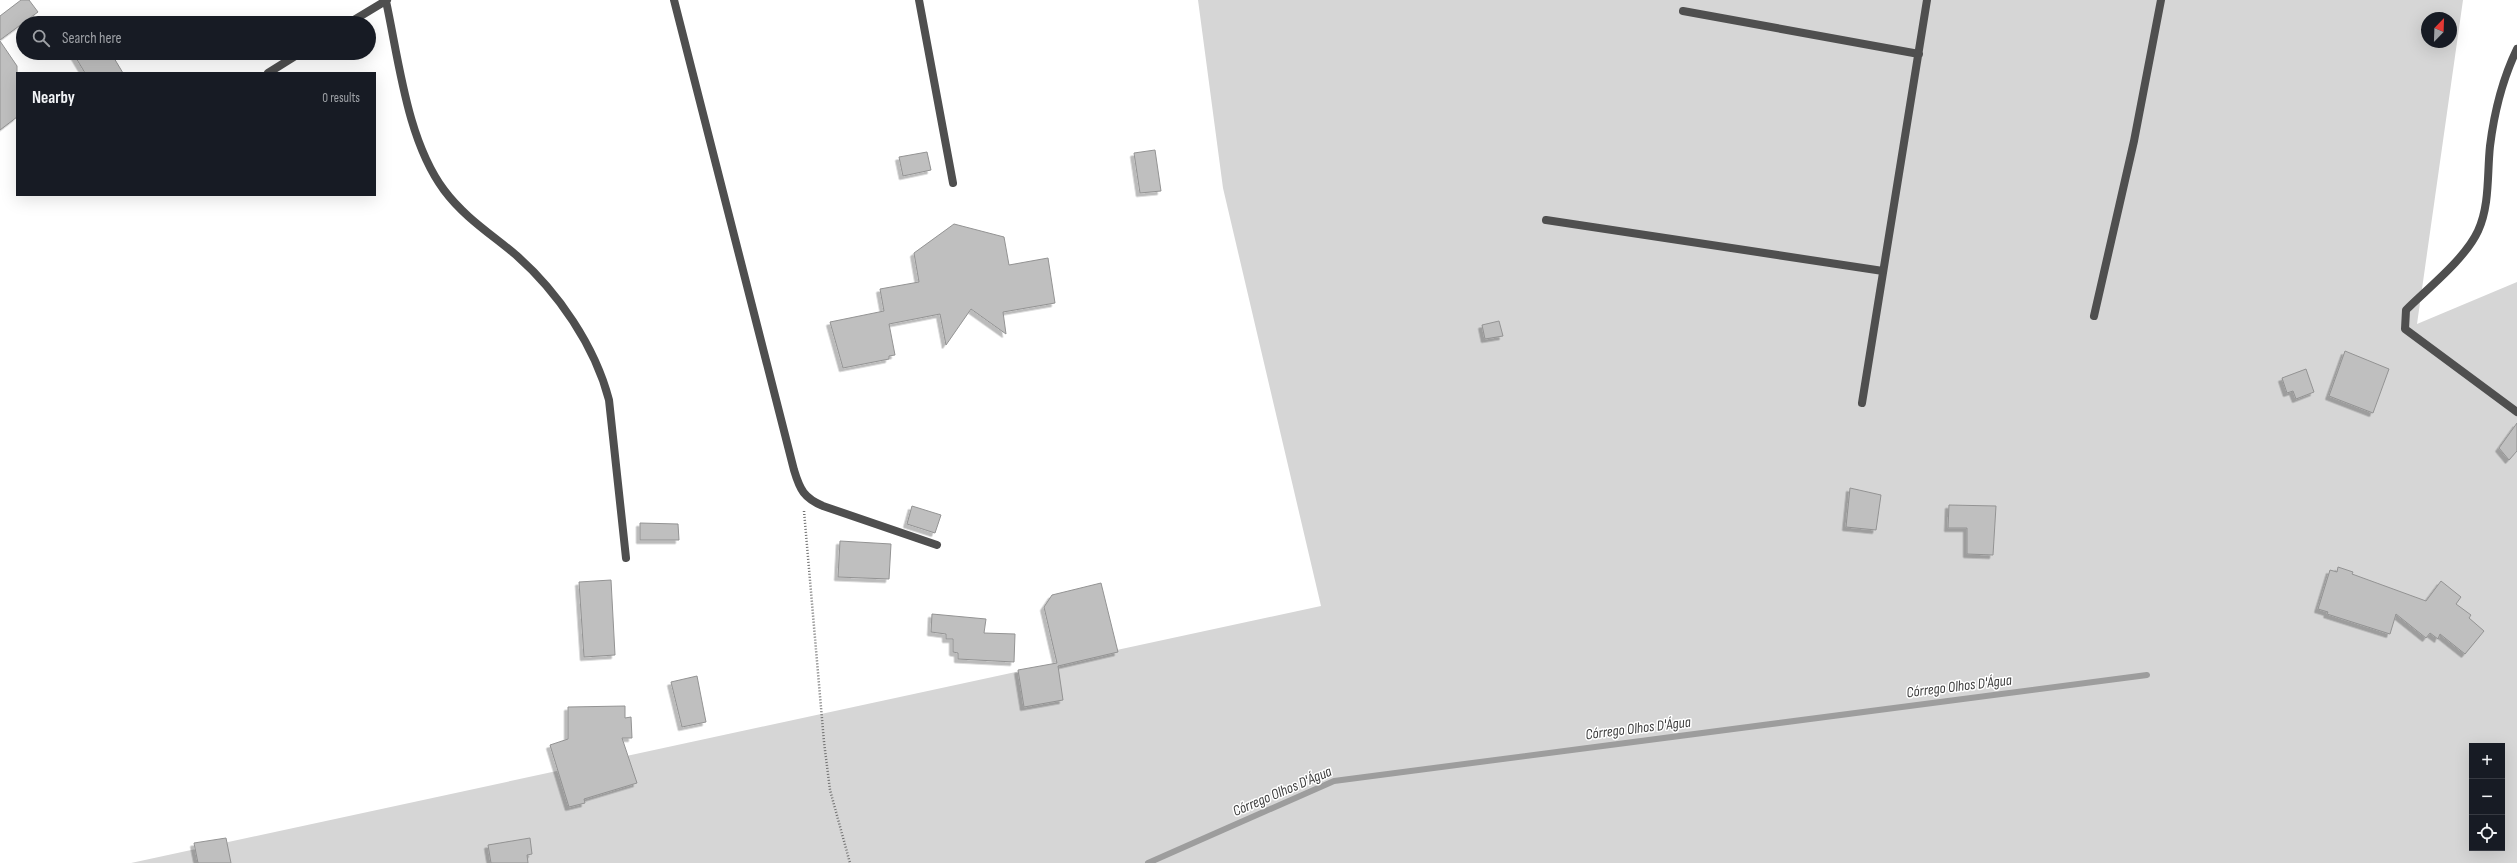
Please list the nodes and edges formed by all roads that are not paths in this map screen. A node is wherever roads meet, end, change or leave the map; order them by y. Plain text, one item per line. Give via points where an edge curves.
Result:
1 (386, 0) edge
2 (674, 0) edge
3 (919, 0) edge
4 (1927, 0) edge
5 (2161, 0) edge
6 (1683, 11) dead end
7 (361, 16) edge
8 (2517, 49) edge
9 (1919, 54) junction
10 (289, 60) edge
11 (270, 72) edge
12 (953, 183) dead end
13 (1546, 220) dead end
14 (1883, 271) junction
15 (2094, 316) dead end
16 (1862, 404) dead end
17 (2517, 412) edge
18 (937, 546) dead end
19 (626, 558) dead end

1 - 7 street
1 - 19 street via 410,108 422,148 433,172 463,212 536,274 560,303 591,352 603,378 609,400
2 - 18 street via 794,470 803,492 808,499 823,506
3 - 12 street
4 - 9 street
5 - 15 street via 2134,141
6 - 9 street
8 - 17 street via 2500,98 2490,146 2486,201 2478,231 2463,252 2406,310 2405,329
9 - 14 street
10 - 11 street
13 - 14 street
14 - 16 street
---
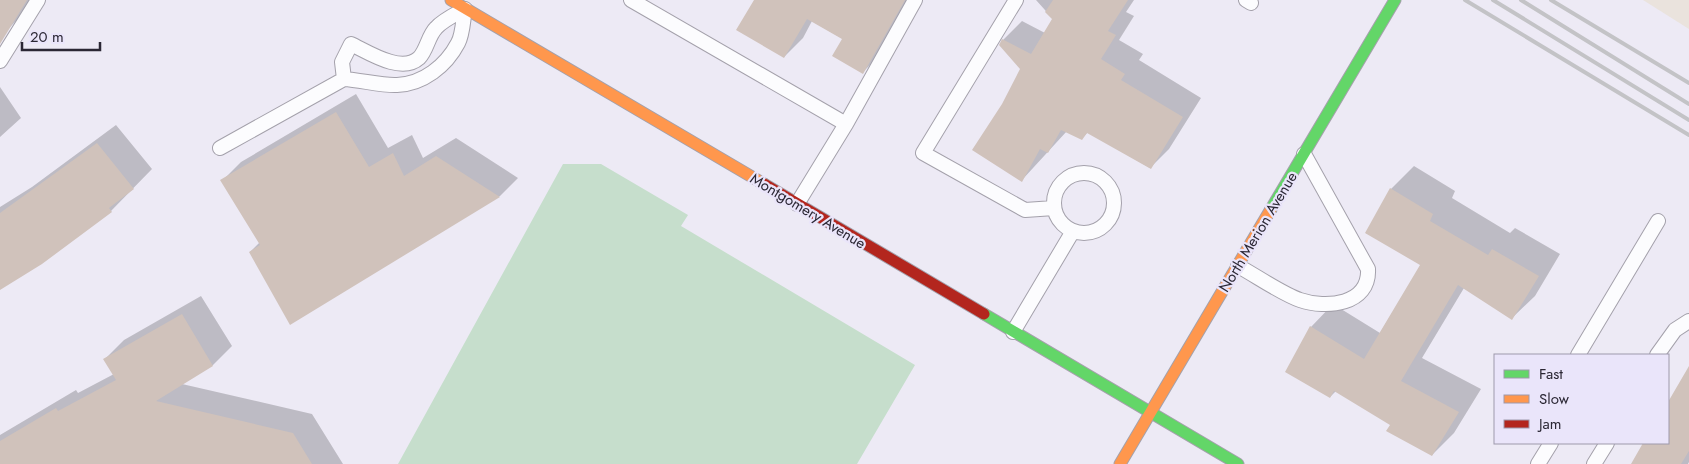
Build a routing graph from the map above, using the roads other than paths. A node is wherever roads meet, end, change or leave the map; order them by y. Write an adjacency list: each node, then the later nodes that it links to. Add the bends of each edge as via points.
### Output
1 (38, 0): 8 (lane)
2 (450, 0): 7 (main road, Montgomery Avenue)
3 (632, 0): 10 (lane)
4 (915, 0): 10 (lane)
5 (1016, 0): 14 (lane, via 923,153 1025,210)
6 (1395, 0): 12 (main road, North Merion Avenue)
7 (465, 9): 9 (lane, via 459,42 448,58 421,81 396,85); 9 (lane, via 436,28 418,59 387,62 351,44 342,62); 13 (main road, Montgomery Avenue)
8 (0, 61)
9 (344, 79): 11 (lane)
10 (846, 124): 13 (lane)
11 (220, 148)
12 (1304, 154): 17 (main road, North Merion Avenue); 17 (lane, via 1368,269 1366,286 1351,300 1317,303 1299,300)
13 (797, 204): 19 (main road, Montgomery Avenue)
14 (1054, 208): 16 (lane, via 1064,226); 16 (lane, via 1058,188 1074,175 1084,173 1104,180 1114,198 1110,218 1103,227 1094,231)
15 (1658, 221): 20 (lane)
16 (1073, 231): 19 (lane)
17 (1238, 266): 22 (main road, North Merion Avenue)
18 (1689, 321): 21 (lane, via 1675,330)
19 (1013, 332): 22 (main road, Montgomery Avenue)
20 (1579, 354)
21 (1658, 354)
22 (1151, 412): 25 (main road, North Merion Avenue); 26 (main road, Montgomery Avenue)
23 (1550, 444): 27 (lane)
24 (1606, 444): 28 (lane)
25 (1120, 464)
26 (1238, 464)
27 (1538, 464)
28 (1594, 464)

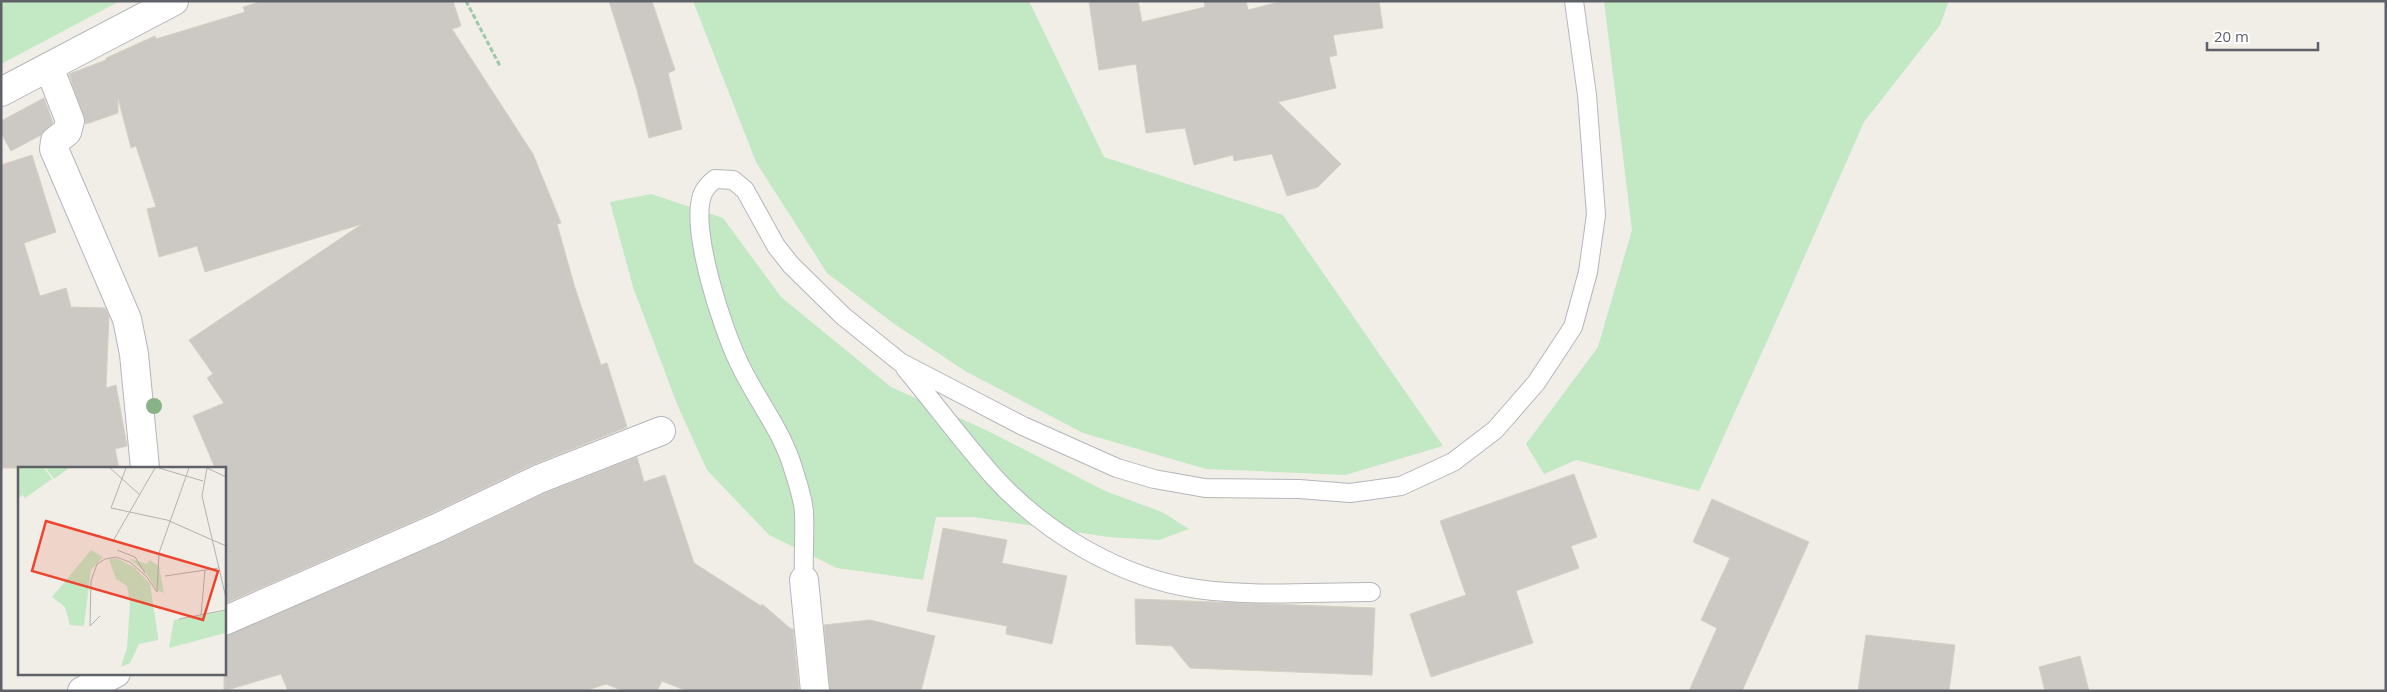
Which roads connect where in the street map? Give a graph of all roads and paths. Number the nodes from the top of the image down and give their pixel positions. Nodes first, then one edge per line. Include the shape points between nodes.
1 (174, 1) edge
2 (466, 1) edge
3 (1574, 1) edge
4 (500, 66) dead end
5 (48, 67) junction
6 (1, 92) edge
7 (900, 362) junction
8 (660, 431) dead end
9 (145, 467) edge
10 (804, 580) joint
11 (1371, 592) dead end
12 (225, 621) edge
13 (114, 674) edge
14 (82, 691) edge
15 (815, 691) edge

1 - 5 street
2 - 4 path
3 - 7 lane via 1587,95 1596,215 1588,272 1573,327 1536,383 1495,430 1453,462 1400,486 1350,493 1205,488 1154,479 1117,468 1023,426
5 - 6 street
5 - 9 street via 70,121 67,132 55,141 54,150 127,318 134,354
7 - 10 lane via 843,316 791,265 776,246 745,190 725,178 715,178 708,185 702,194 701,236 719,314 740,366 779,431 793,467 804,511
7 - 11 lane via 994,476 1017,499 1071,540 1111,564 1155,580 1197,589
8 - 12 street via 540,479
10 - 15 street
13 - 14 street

▶ Your goal:
Go through the data and count each line that has the word "change", then give the total alone.

▶ Solution for this problem:
2